The earlier report concluded that both forms of brachytherapy produced
equivalent results.  In this update stage I and II patients also had
similar results, however, the stage IIIB patients did much worse when
treated with HDR brachytherapy.  Potential reasons for this include
"reverse stage migration", timing of the brachytherapy and the method 
of brachytherapy.  What I mean by "reverse stage migration" is this:  
the senior gynecologic oncologist tended to call any patient with 
disease tethered to the sidewall as IIIB, whereas gynecologic 
oncologists that later staged the patients would classify these 
patients as IIB.  In fact, the stage IIB and IIIB LDR patients, who 
were all managed by the senior gynecologic oncologist, had identical
outcomes -- 3 year pelvic control rates of 78% and 75%.  As a resident
training under the senior gynecologic oncologist, achieving optimal
geometry for the bulky IIIB patients treated with HDR brachytherapy was
often very difficult.  The institutional policy was to perform the 
first HDR implant as soon as possible so as to avoid treatment
prolongation.  Since the IIIB patients treated with HDR appeared to do
worse when compared to the LDR cohort, an analysis was performed to
determine pelvic control rates as a function of the median external 
beam dose at the first insertion.  Tumor bulk was taken into account 
by stratifying on the tumor burden score.  Although the data presented 
in Figure 6 did not reach statistical significance, there was a 
suggestion that waiting longer for adequate tumor regression improved
pelvic control rates.

Although the complication rates were not given in the manuscript, they
were as follows:

Actuarial Complications 
(Greater than or equal to Grade 3) By Stage At 3 Years.
Technique       (Patient #)     Complication Rate
Overall HDR     (173)           15%
Overall LDR     (191)           12%
Stage IB HDR    (59)            16%
Stage IB LDR    (76)            9%
Stage II HDR    (64)            14%
Stage II LDR    (65)            9%
Stage IIIB HDR  (50)            16%
Stage IIIB LDR  (50)            20%

 
Actuarial  Complications 
(Greater than or equal to Grade 3) By Organ Site At 3 Years
        Overall         GU      Rectum          Small Bowel
LDR     12%             2.6%    5.6%            5.4%
HDR     15%             3.0%    4.6%            9.5%


This data will eventually appear in a future publication.
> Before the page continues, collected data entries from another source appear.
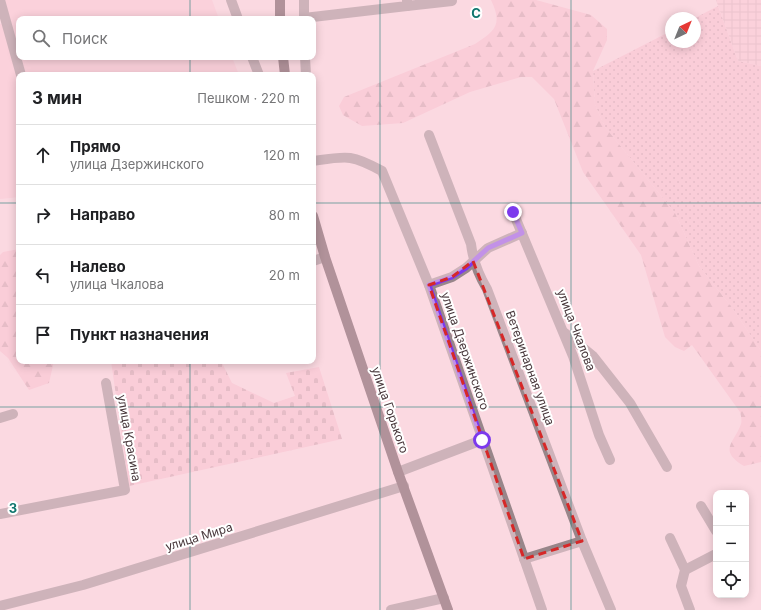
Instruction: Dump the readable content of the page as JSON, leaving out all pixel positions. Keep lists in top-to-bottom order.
{
  "streets": {
    "main road": ["улица Горького"],
    "street": [
      "улица Чкалова",
      "улица Дзержинского",
      "Ветеринарная улица",
      "улица Красина",
      "улица Мира"
    ]
  },
  "crossings": [
    ["улица Горького", "улица Мира"]
  ],
  "north": "top right",
  "page": {
    "search": "Поиск",
    "heading": ["3 мин", "Пешком · 220 m"],
    "list": [
      ["Прямо", "улица Дзержинского", "120 m"],
      ["Направо", "80 m"],
      ["Налево", "улица Чкалова", "20 m"],
      "Пункт назначения"
    ],
    "map_buttons": ["+", "−"]
  },
  "grid": {
    "columns": ["C"],
    "rows": ["3"]
  }
}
The University of Wisconsin Experience is one of the largest North
American databases published to date.  While there are limitations to
retrospective analyses, every attempt was made to carefully scrutinize
these patient cohorts in order to accurately report the data.

My take home message from these data set are as follows:  1)  HDR and 
LDR produce very similar outcome for stage I and II patients  2) timing 
of the implant is critical; as in LDR brachytherapy the first implant
should be done only after adequate tumor regression 3)  complication 
rates should not be under-emphasized when counseling patients - 
whether LDR or HDR is used.  Although our data suggested that stage 
IIIB patients fared worse when HDR was used, I do not believe that 
HDR brachytherapy was the cause for poorer outcome.  However, my 
personal bias would be to use LDR brachytherapy for stage IIIB patients
that have very poor anatomy: conical shaped vaginas which have 
obliterated fornices as the result of tumor infiltration.  With these
patients cylinders need to be used rather that ovoids.  This sets up a
"double jeopardy situation" in that packing cannot be used and the dose
cannot be thrown out much further than the vaginal surface, otherwise
normal tissue tolerance is exceeded.  It is in these situations where 
LDR brachytherapy is more forgiving.  This is also a situation where 
some institutions favor an interstitial implant.